En uno de mis talleres online, una mujer levantó la mano y preguntó algo que me pareció muy valiente porque sé que muchas más lo pensaban sin atreverse a decirlo: «Estoy tomando magnesio, ¿tengo que dejarlo ahora que estoy embarazada?». La respuesta corta es no. La respuesta larga es este artículo sobre magnesio y embarazo.
El magnesio y el embarazo no solo son compatibles: en muchos casos, la suplementación con magnesio durante el embarazo es exactamente lo que el cuerpo necesita. Y sin embargo, es uno de los suplementos que más mujeres abandonan por miedo o por falta de información clara. Hoy vamos a cambiar eso.
Como nutricionista especializada en embarazo, voy a contarte por qué el magnesio importa especialmente durante la gestación, qué tipo funciona mejor según lo que necesitas y cómo puedes reforzar tus niveles también desde la alimentación.
Por qué el magnesio y el embarazo van de la mano
El magnesio es un mineral que participa en más de 300 reacciones bioquímicas del cuerpo humano. Producción de energía, función muscular y nerviosa, regulación de la presión arterial, síntesis de proteínas, salud ósea. En condiciones normales ya es importante. En el embarazo, lo es todavía más.
¿Por qué? Porque durante la gestación las necesidades de magnesio aumentan y, al mismo tiempo, muchas mujeres embarazadas tienen una ingesta insuficiente.
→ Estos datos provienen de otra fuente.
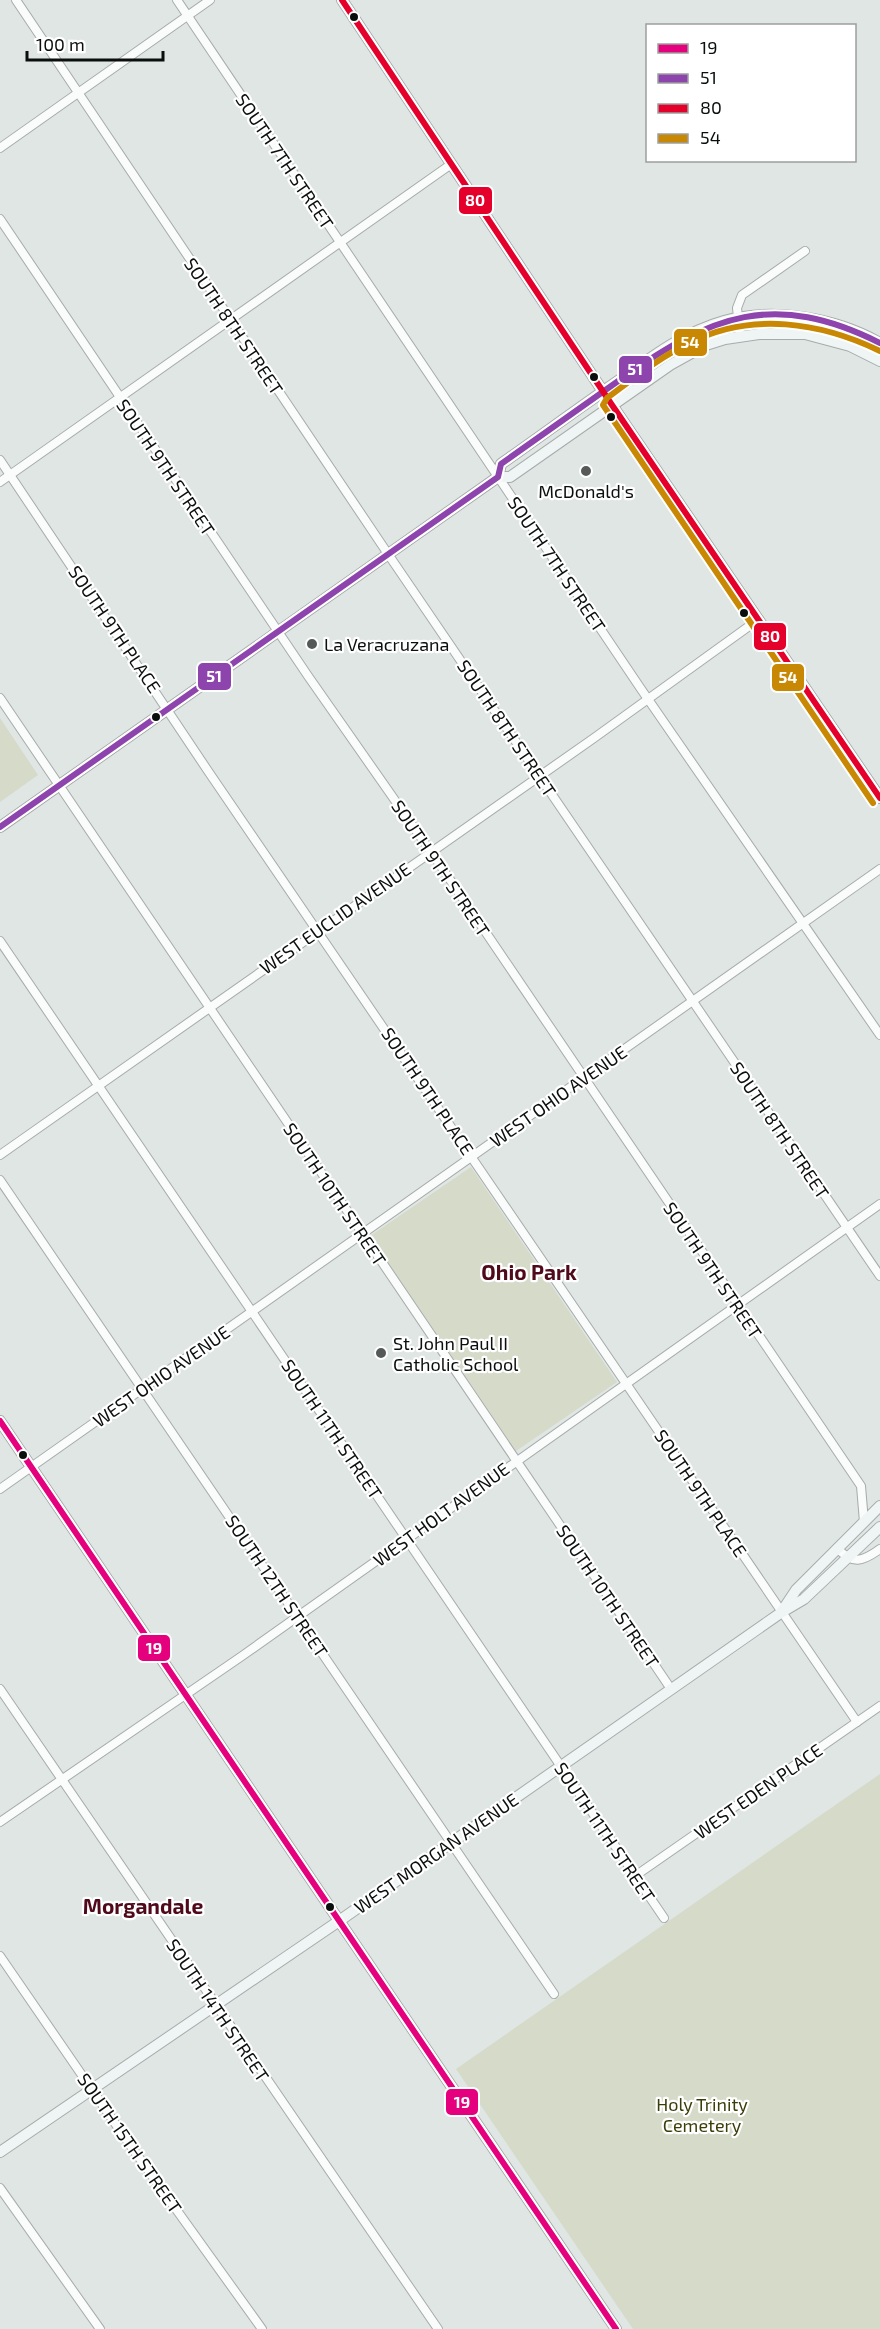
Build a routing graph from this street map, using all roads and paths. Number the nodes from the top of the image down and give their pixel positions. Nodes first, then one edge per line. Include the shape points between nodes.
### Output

El resultado es que el déficit de magnesio en el embarazo es mucho más frecuente de lo que se piensa, y sus consecuencias se notan.
Qué hace el magnesio en el embarazo
- Previene y alivia los calambres nocturnos, uno de los síntomas más incómodos del segundo y tercer trimestre y directamente relacionados con niveles bajos de magnesio.
- Ayuda a regular la presión arterial, lo que es especialmente relevante para reducir el riesgo de hipertensión gestacional y preeclampsia.
- Mejora la calidad del sueño al favorecer la relajación muscular y modular la producción de melatonina, algo muy de agradecer cuando dormir ya de por sí cuesta.
- Reduce la ansiedad y el estrés al actuar sobre el sistema nervioso y modular neurotransmisores como el GABA.
- Combate el estreñimiento, ese clásico del embarazo que nadie quiere pero casi todas tienen.
- Contribuye al desarrollo óseo del bebé, ya que es necesario para la correcta absorción y metabolismo del calcio.
- Ayuda con la fatiga, porque el magnesio es necesario para la síntesis de ATP, que es la molécula que produce energía en las células.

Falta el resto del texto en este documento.